Dictionary: I wouldn't have known about the Dictionary if it wasn't for the Parental Controls box. OSX includes a complete Oxford American Dictionary which doesn't just display words: it displays them CLASSY. As nice as it is, part of me wonders whether a complete OAD is necessary in an operating system. Maybe the spell checker interfaces with it: the universal spell checker API that OSX provides is certainly nice. Which reminds me: I can find the feature that lets you add custom words to the spell checker, but I can't remove words that I added before realizing they were misspelled and my friend Cristin Pescosolido is getting pissed that I keep misspelling her name and I'm pissed that I can't tell the spell checker that I told it the wrong spelling the first time.

Rsync: For most people this is minor, but for me it's a big deal. Rsync and other command line unix apps are now aware of resource forks. This means I can back up my files to an external hard drive without all my damn Final Cut edits getting corrupted. I'm still not exactly sure why we need resource forks at all - someone please explain this to me.

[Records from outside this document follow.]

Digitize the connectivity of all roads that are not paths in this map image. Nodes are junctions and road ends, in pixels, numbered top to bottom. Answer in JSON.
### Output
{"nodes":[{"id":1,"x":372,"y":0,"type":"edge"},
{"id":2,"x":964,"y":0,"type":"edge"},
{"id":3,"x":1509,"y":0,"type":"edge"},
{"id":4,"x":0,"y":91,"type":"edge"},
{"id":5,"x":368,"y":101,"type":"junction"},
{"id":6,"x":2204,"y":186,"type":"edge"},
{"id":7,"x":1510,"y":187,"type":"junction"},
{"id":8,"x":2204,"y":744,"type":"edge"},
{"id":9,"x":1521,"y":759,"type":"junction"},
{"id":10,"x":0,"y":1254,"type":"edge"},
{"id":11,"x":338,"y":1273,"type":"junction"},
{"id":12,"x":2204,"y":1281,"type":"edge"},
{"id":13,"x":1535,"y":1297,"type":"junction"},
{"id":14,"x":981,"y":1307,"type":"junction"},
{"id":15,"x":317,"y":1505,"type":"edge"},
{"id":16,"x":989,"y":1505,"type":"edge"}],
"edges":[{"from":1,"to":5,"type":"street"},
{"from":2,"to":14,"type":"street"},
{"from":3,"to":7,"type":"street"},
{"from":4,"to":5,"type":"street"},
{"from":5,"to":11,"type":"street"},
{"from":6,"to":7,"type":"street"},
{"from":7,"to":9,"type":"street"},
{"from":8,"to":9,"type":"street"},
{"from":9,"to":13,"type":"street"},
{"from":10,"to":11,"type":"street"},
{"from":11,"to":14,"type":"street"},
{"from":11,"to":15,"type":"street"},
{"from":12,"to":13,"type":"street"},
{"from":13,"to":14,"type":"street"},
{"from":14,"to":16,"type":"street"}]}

Third Party Apps Which Do Not Work Anymore, Not Necessarily In The Order Which They Bust My Balls:
- Emacs
- Quicksilver
- GPGMail
- CocoaMySQL
- YourSQL
- Many DarwinPorts including, most notably, the readline plugin for Python.
- Drag-and-dropping torrents into Azureus
- Drag-and-dropping JPGs onto the Adobe Photoshop dock icon don't open the files in Photoshop anymore.

Thoughts: Recently I was listening to a recording of a discussion a few years ago between Jef Raskin and Bill Atkinson and a few other people. Someone (I forget who) mentioned that Microsoft had done a product satisfaction survey for MSWord, and the top 12 most commonly requested features were already features in Microsoft Word. It was, for all practical purposes, complete.

Tiger feels a little like Microsoft Word, which is good or bad. Like Word, OSX is complete: it has a stable kernel, a fantastic window manager running on a next-generation graphics subsystem, a standardized command line in a familiar and proven POSIX environment, and a security model where users can actually use their computer from user-space. Things are in their place and work well together. Thankfully Apple hasn't added any talking paperclips in Tiger, but at the same time the improvements are less major because it's already damn good. Tiger is 5500% better than windows, because OSX 10.3 is already 5000% better than Windows. Even without Spotlight, Mail, iCal, iPhoto, GarageBand, AddressBook, and the other products, Tiger would still be 5100% better than Windows. You're paying $125 to go from 5000% to 5500% better.

So is it worth buying? I use my PowerBook about a billion hours a week and I'm a compulsive updater, so Tiger's marginal improvement is still worth it to me. On the other hand if your mom uses a 400Mhz iMac to upload pictures of her cats it might not be worth it for her.